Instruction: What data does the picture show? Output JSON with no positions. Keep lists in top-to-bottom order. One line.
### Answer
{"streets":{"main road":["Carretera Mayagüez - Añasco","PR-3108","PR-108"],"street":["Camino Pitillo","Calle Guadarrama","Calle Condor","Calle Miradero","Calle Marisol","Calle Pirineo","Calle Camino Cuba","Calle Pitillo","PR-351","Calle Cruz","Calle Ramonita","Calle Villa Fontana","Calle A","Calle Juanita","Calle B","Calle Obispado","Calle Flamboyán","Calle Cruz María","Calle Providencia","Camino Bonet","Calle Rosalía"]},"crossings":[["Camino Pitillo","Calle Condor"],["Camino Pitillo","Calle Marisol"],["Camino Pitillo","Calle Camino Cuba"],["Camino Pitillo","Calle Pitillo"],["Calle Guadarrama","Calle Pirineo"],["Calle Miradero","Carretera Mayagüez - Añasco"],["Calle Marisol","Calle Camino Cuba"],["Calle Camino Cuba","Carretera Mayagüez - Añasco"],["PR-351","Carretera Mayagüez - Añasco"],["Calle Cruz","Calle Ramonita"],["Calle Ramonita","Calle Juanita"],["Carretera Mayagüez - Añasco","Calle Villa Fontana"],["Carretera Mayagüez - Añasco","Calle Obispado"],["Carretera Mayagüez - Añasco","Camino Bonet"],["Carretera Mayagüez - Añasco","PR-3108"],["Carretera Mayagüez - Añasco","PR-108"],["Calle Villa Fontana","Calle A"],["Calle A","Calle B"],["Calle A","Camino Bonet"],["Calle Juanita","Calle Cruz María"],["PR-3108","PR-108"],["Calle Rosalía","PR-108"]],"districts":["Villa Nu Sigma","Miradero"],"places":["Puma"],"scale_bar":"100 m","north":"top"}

* * *

Your instructions. The data above is to be given again, with every line exact.

Solution to this task.
Instruction: What data does the picture show? Output JSON with no positions. Keep lists in top-to-bottom order. One line.
### Answer
{"streets":{"main road":["Carretera Mayagüez - Añasco","PR-3108","PR-108"],"street":["Camino Pitillo","Calle Guadarrama","Calle Condor","Calle Miradero","Calle Marisol","Calle Pirineo","Calle Camino Cuba","Calle Pitillo","PR-351","Calle Cruz","Calle Ramonita","Calle Villa Fontana","Calle A","Calle Juanita","Calle B","Calle Obispado","Calle Flamboyán","Calle Cruz María","Calle Providencia","Camino Bonet","Calle Rosalía"]},"crossings":[["Camino Pitillo","Calle Condor"],["Camino Pitillo","Calle Marisol"],["Camino Pitillo","Calle Camino Cuba"],["Camino Pitillo","Calle Pitillo"],["Calle Guadarrama","Calle Pirineo"],["Calle Miradero","Carretera Mayagüez - Añasco"],["Calle Marisol","Calle Camino Cuba"],["Calle Camino Cuba","Carretera Mayagüez - Añasco"],["PR-351","Carretera Mayagüez - Añasco"],["Calle Cruz","Calle Ramonita"],["Calle Ramonita","Calle Juanita"],["Carretera Mayagüez - Añasco","Calle Villa Fontana"],["Carretera Mayagüez - Añasco","Calle Obispado"],["Carretera Mayagüez - Añasco","Camino Bonet"],["Carretera Mayagüez - Añasco","PR-3108"],["Carretera Mayagüez - Añasco","PR-108"],["Calle Villa Fontana","Calle A"],["Calle A","Calle B"],["Calle A","Camino Bonet"],["Calle Juanita","Calle Cruz María"],["PR-3108","PR-108"],["Calle Rosalía","PR-108"]],"districts":["Villa Nu Sigma","Miradero"],"places":["Puma"],"scale_bar":"100 m","north":"top"}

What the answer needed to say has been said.